Loss of function of the nuclear envelope protein LEMD2 causes DNA damage-dependent cardiomyopathy.

Mutations in nuclear envelope proteins (NEPs) cause devastating genetic diseases, known as envelopathies, that primarily affect the heart and skeletal muscle. A mutation in the NEP LEM domain-containing protein 2 (LEMD2) causes severe cardiomyopathy in humans. However, the roles of LEMD2 in the heart and the pathological mechanisms responsible for its association with cardiac disease are unknown. We generated knockin (KI) mice carrying the human c.T38>G Lemd2 mutation, which causes a missense amino acid exchange (p.L13>R) in the LEM domain of the protein. These mice represent a preclinical model that phenocopies the human disease, as they developed severe dilated cardiomyopathy and cardiac fibrosis leading to premature death. At the cellular level, KI/KI cardiomyocytes exhibited disorganization of the transcriptionally silent heterochromatin associated with the nuclear envelope.
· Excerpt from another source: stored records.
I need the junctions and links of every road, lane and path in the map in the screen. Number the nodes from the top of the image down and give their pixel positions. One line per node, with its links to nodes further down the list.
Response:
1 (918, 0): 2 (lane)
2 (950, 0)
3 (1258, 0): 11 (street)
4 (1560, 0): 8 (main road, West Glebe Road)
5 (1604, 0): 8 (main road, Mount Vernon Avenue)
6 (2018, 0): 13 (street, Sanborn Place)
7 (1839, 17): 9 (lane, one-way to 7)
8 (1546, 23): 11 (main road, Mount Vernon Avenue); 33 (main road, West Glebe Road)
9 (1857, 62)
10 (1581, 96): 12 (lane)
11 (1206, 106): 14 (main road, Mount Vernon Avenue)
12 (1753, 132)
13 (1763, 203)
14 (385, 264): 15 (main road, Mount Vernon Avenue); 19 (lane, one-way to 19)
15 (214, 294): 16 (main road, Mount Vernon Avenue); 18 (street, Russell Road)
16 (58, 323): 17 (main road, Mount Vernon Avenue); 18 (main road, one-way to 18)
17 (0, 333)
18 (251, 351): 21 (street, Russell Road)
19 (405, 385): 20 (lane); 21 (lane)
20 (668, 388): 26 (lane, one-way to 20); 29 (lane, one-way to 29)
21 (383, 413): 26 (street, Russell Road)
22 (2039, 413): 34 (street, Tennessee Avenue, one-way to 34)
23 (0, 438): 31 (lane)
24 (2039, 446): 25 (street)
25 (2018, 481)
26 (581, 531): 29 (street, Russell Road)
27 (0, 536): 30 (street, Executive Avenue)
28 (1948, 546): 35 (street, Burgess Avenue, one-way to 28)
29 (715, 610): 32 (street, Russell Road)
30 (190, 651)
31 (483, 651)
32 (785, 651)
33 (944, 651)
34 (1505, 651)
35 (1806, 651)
Moreover, mice with cardiac-specific deletion of Lemd2 also died shortly after birth due to heart abnormalities. Cardiomyocytes lacking Lemd2 displayed nuclear envelope deformations and extensive DNA damage and apoptosis linked to p53 activation. Importantly, cardiomyocyte-specific Lemd2 gene therapy via adeno-associated virus rescued cardiac function in KI/KI mice. Together, our results reveal the essentiality of LEMD2 for genome stability and cardiac function and unveil its mechanistic association with human disease.